Food-origin law is back from oblivion

Food-origin law is back from oblivion

http://www.chicagotribune.com/business/chi-060710label-story,1,6159286.story?coll=chi-news-hed

After we have a serious scare with imported poison additives from China into our pet foods, we find that some of the imported poisonous additives from China have been added to the food suppy of our food animals such as the feed for cattle, chickens, and others. There have been other tainted items such as tooth paste imported from China that have also scared Americans.

Just when you think Congress does not have a law on the books to require marking the country of origin on food items, you find out we are wrong.

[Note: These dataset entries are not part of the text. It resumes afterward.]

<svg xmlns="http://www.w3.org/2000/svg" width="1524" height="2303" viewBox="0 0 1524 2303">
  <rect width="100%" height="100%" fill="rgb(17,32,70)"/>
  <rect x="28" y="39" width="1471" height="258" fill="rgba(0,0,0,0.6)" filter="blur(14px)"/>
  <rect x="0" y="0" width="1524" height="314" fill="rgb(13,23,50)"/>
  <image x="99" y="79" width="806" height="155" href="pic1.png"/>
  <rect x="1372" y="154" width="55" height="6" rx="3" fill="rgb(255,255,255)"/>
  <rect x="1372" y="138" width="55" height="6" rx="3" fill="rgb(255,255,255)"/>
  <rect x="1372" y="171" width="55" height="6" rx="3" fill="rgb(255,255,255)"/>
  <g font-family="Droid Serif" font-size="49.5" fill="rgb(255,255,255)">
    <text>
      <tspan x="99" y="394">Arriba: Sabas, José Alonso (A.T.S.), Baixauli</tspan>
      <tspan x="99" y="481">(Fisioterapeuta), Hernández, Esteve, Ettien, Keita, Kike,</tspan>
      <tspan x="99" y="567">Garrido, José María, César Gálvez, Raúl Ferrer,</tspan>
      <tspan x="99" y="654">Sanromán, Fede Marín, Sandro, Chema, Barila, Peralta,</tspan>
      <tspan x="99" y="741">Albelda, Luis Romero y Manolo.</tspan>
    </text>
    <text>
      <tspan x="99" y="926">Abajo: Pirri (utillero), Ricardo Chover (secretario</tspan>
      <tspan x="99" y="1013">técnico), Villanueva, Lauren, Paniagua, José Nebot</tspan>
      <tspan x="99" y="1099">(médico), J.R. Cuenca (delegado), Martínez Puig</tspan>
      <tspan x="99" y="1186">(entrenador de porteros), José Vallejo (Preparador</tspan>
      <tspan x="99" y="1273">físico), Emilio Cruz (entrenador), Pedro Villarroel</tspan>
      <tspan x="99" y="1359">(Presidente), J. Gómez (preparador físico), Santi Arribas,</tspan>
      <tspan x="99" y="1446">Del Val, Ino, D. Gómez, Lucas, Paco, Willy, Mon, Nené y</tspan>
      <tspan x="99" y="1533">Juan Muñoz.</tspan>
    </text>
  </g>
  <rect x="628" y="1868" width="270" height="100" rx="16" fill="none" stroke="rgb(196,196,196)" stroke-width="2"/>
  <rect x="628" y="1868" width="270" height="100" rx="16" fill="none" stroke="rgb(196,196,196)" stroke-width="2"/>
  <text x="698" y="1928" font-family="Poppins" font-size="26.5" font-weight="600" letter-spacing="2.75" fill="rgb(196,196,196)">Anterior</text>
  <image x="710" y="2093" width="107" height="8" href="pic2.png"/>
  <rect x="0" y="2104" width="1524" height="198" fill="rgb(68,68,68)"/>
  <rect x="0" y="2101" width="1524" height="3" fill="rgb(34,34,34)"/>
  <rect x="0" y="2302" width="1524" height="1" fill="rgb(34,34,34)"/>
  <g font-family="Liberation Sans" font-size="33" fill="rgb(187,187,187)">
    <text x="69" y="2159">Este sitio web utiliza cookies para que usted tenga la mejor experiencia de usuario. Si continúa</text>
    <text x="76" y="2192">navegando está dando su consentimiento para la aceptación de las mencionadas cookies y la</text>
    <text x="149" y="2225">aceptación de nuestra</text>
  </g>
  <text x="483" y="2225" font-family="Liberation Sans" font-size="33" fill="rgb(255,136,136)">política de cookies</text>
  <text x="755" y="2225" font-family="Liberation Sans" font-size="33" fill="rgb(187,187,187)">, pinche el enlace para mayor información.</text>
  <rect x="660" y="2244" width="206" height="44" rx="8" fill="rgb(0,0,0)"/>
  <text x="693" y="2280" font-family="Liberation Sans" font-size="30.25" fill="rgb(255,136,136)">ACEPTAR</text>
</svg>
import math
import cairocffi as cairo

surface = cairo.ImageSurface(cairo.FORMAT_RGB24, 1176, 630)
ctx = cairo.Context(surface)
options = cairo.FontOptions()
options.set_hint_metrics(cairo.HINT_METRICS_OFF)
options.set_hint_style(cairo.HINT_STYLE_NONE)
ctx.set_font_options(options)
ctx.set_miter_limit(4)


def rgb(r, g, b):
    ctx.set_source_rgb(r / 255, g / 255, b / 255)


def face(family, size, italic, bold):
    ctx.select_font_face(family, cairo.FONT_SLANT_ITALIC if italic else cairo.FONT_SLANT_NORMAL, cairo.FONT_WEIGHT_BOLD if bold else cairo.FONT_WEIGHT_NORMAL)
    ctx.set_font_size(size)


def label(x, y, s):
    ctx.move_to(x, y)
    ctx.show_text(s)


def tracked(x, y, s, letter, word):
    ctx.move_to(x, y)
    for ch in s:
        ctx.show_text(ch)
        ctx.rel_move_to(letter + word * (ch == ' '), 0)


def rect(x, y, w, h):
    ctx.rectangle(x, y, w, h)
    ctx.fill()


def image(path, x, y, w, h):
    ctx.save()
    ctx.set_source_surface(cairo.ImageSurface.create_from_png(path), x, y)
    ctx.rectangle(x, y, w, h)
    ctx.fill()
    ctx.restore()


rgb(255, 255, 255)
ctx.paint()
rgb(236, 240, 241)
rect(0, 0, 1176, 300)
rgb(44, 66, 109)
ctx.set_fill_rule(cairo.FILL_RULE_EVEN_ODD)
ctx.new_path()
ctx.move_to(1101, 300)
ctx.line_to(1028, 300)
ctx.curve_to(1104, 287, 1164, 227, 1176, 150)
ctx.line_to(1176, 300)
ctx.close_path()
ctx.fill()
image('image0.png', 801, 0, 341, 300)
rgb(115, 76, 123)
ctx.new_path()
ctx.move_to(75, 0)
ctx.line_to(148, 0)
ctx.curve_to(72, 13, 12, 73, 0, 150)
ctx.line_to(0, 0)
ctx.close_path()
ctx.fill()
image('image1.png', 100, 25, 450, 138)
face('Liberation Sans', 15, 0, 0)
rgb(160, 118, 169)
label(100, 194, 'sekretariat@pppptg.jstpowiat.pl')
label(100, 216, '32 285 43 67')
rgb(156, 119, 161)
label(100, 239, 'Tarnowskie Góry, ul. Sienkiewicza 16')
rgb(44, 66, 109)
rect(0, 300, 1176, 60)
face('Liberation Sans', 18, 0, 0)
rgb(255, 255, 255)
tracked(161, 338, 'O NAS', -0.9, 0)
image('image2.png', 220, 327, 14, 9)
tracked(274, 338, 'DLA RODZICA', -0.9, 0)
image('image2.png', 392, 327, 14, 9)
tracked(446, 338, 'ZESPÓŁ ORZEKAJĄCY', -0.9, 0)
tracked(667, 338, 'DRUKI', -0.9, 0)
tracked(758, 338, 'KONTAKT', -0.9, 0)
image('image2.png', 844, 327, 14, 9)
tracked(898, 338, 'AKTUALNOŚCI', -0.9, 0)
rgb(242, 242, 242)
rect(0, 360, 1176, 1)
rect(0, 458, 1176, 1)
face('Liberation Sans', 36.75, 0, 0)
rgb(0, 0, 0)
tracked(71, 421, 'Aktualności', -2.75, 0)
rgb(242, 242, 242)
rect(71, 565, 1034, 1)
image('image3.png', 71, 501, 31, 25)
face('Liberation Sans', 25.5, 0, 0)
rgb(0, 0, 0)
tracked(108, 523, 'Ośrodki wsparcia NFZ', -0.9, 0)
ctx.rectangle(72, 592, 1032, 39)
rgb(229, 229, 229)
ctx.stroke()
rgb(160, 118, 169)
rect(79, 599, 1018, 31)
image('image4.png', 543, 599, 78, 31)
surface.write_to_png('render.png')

"The short answer: There is. And there has been since 2002.The more complicated answer is that what Congress passes, Congress can take away. The requirement for "country-of-origin labeling"—or COOL, as Washington knows it—for food products was postponed a year after its adoption, due to heavy lobbying from food groups saying the law was unnecessary and expensive.Recent fears over imported foods, however, have given new momentum to reviving the law."

It was a very good idea, but the collective lobby of big business caused our congress to postpone enabling it.

Well, now we are promised by many elected officials that we will see the COOL (country of origin label) bill brought out from hibernationwithin 2 years.

I want to know where my food is coming from. I want to make sure it is healthy from quality sources. I want it fresh and probably not frozen. I want all additives listed.

It seems that there are exceptions to the COOL law even today such as restaurants and prepared food items. I think restaurant foods should be labeled as well as prepared foods, also.

Some business groups say that the cost to label overseas products would cost about $1,500 in each American food store. I think the American consume would benefit from better quality and better prices to know where the food came from. If American seafood prices are generally higher than Asian seafood, for example, we should benefit from lower prices. Maybe the American consumer should learn the pros and cons between Australian lamb and American lamb. I'll stand corrected but I think that many farmers in America are suffering from foreign competition with unfair prices and also the unfair belief that most items are equal in taste, freshness, quality, purity, safety, ingredients, nutrition, and other yardsticks. I think that labeling and additional consumer educations would benefit America.

It seems that other countries can enforce inspection standards and refuse American food imports, while America does not even inspect food imports. There should be a level playing field for American food exporters where currently they cannot compete fairly on their stock. And the American consumer has to be fairly treated as to price, quality, safety, taste and all other food yardsticks.

Why Congress has to wait until COOL's suspension is due to end in September 2008 is beyond me. I think the suspension should be suspended immediately. What do you think? Contact your Senators and Congressperson immediately.